Take for instance our tourism industry. Has Jamaica flourished under the expansion of the Sandals banner? Why shoot down comrade Loveridge even if you do not like him? I know that he is quite capable of defending himself and does not need me to take up his “firerage”. What I find despicable is the reported reception from the audience that the curt reply to his searching question evoked. Probably he touched on a sore corn familiar to others’ feet – or balance sheet.
The question of how much foreign revenue is kept abroad and not declared is relevant. Don’t ask me how I know. When a hotelier deals with a bank he or she has to bare all.
It is a truism that in many cases we derive peanuts from the bounteous benefits that we bestow on people who come to Barbados. Sandals does not have to answer Mr Loveridge’s question about the remittance of foreign exchange profit gained from room rentals.
If Sandals’ guests/agent or other travel agents pay abroad the all-inclusive charges to spend time in Barbados, then the amount is required in computing the accounting figures of the company; the true cost of running the hotel. Maybe we get the cost of employing local staff, buying a few vegetables and paying utilities (less tax). It would be interesting to know the cost abroad as well, but Sandals is a private concern.

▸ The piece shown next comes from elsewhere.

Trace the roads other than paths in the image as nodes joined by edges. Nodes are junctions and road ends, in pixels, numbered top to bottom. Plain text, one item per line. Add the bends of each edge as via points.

We may be underselling ourselves and opening our country to exploitation. No amount of PR work can gainsay this. However, the question raised is more suited to the Commissioner of Income Tax to ask, even if no tax is collectible for the next umpteen years.
Why has Barbados exempted the company and some employees from all sort of taxation at such a high price and the displeasure of much of the tourism sector? The quid pro quo, if such can be sensibly deduced, is the lure of foreign exchange. Why else? No one is saying that it should repatriate foreign takings but since the ultimate beneficiary is not Barbadian the expectations are questionable.

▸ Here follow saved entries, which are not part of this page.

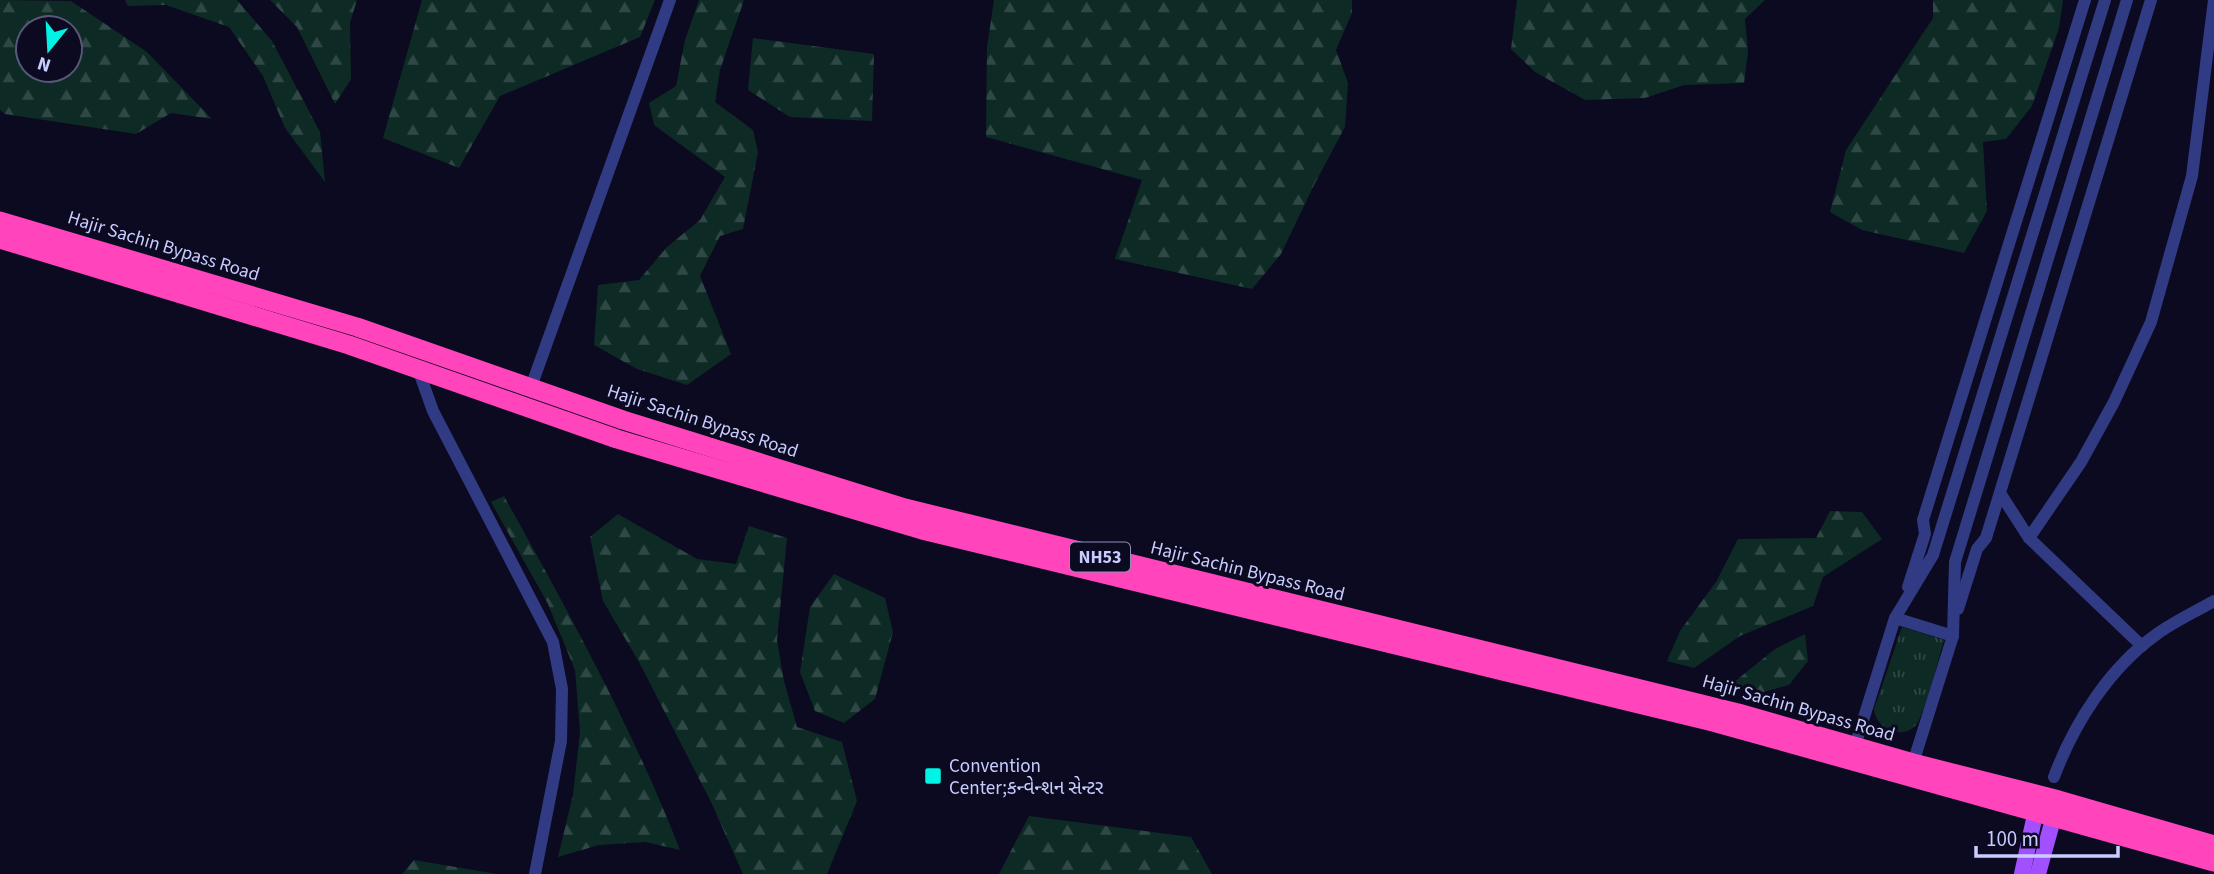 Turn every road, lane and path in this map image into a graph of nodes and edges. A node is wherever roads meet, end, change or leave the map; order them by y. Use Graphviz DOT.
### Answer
graph roads {
  1 [pos="670,0"];
  2 [pos="2085,0"];
  3 [pos="2105,0"];
  4 [pos="2127,0"];
  5 [pos="2151,0"];
  6 [pos="2214,1"];
  7 [pos="2211,54"];
  8 [pos="0,221"];
  9 [pos="0,239"];
  10 [pos="418,369"];
  11 [pos="531,387"];
  12 [pos="2000,493"];
  13 [pos="2029,538"];
  14 [pos="2214,601"];
  15 [pos="1898,612"];
  16 [pos="1953,630"];
  17 [pos="2142,646"];
  18 [pos="1855,746"];
  19 [pos="1913,763"];
  20 [pos="2047,805"];
  21 [pos="2214,845"];
  22 [pos="2214,862"];
  23 [pos="535,874"];
  24 [pos="2022,874"];
  25 [pos="2038,874"];
  1 -- 11 [label="street"];
  2 -- 15 [label="street"];
  3 -- 15 [label="street"];
  4 -- 16 [label="street"];
  5 -- 12 [label="street"];
  6 -- 7 [label="street"];
  7 -- 13 [label="street"];
  8 -- 11 [label="highway, Hajir Sachin Bypass Road / NH53"];
  9 -- 10 [label="highway, NH53"];
  10 -- 20 [label="highway, NH53"];
  10 -- 23 [label="street"];
  11 -- 18 [label="highway, Hajir Sachin Bypass Road / NH53"];
  12 -- 13 [label="street"];
  12 -- 16 [label="street"];
  13 -- 17 [label="street"];
  14 -- 17 [label="street"];
  15 -- 16 [label="street"];
  15 -- 18 [label="street"];
  16 -- 19 [label="street"];
  17 -- 20 [label="street"];
  18 -- 19 [label="highway, Hajir Sachin Bypass Road / NH53"];
  19 -- 20 [label="highway, Hajir Sachin Bypass Road / NH53"];
  20 -- 21 [label="highway, Hajir Sachin Bypass Road / NH53"];
  20 -- 22 [label="highway, NH53"];
  20 -- 24 [label="main road"];
  20 -- 25 [label="main road"];
}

The tail is wagging the horse.
We tell a hotel in Barbados, let us see your books for confirmation of your trading figures, your profit or loss, so that we can determine your tax obligations. Now tell me how we are going to assess the books of Sandals unless we know how much money a guest pays and how much profit the entity makes, including the composition of foreign exchange which attends the real profit, and how the foreign exchange is disposed.
It may have been an “impertinent” question, probably more suited to the Commissioner of Income Tax to ask, but it was one which was applicable to the entire industry and more so to a hotel which we are touting as our saviour. Why should the answer be obloquy and rudeness? You tell a child that he is impertinent, but telling a big man so is an insult. After our experience with Paradise we should insist that we know what Sandals is really offering. Hence the question.

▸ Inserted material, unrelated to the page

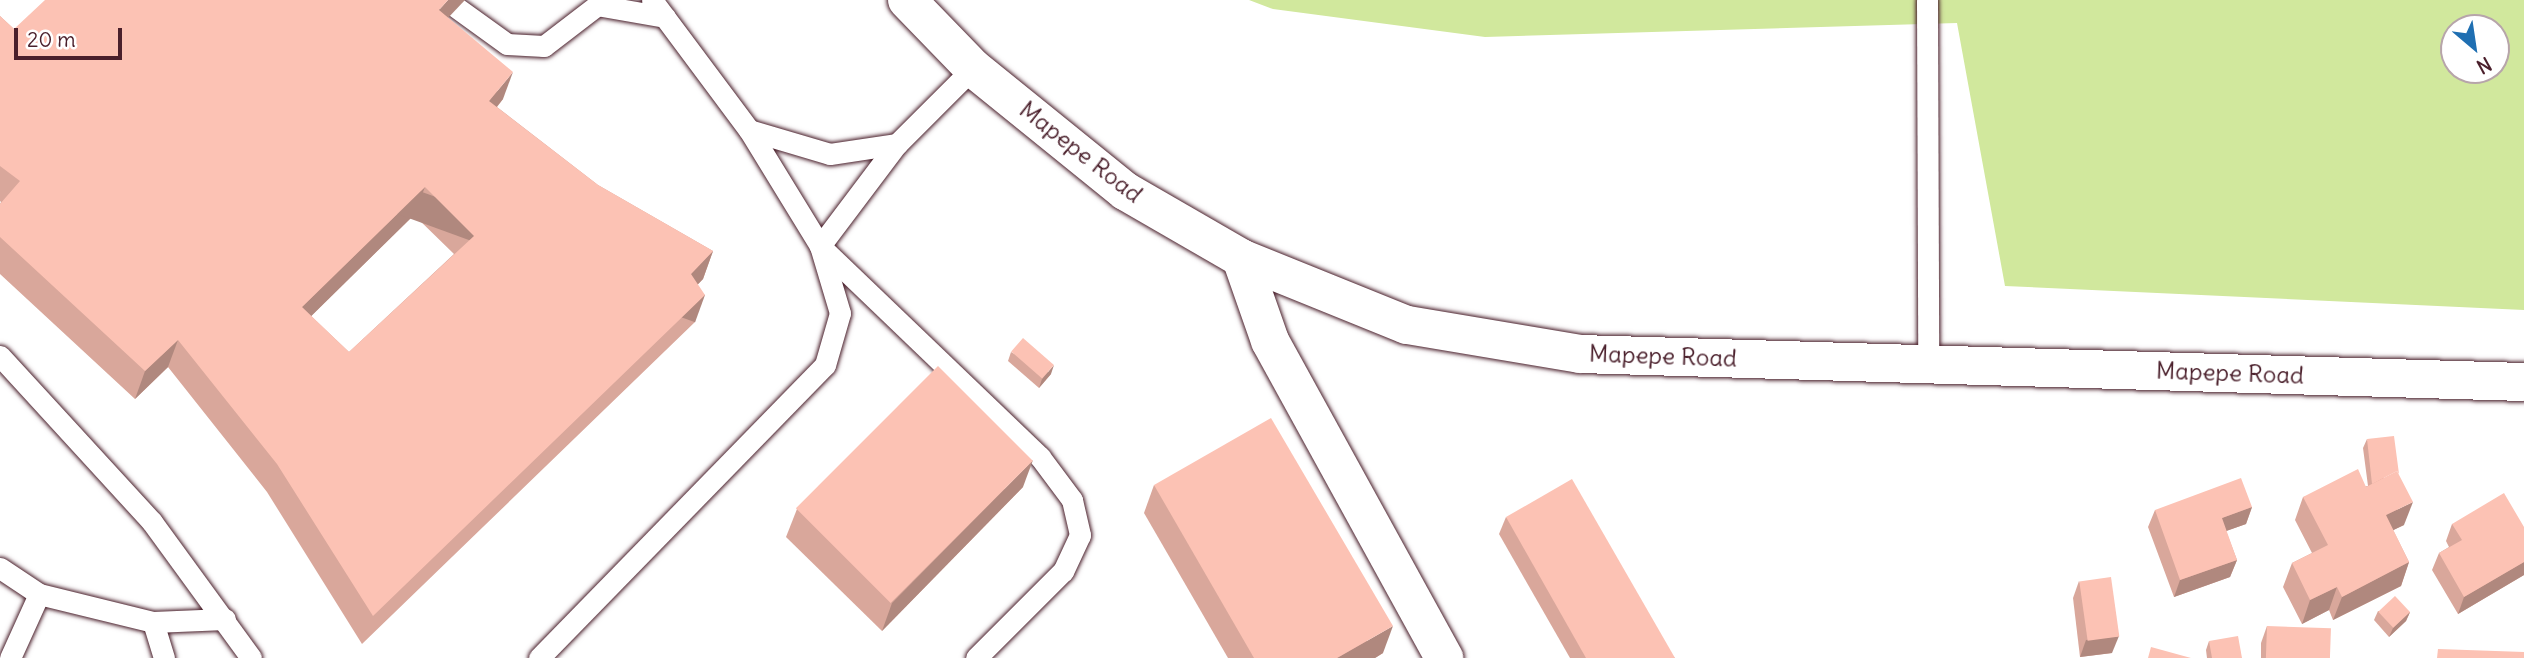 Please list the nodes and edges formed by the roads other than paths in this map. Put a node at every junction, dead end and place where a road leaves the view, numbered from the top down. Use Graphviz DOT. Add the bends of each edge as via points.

One only hopes that the refurbishment of Casuarina will entail that all seven proposed restaurants are on Sandals’ premises. To open a restaurant anywhere else and to the general public would be to give a woogla of advantages to Sandals competing with Bajan restaurants.
Surely our bosses can see this. Surely they can see that building bridges for $20 million or more for aircraft to deposit passengers in Barbados at this time is not a priority when we are trying to trim our spending.
You remember Chalkdust’s take on Trinidad’s politicians? Men (not women, there is no equality here) would know that what Chalkdust was speaking about gives a sweet sensation. Maybe he should come to Barbados.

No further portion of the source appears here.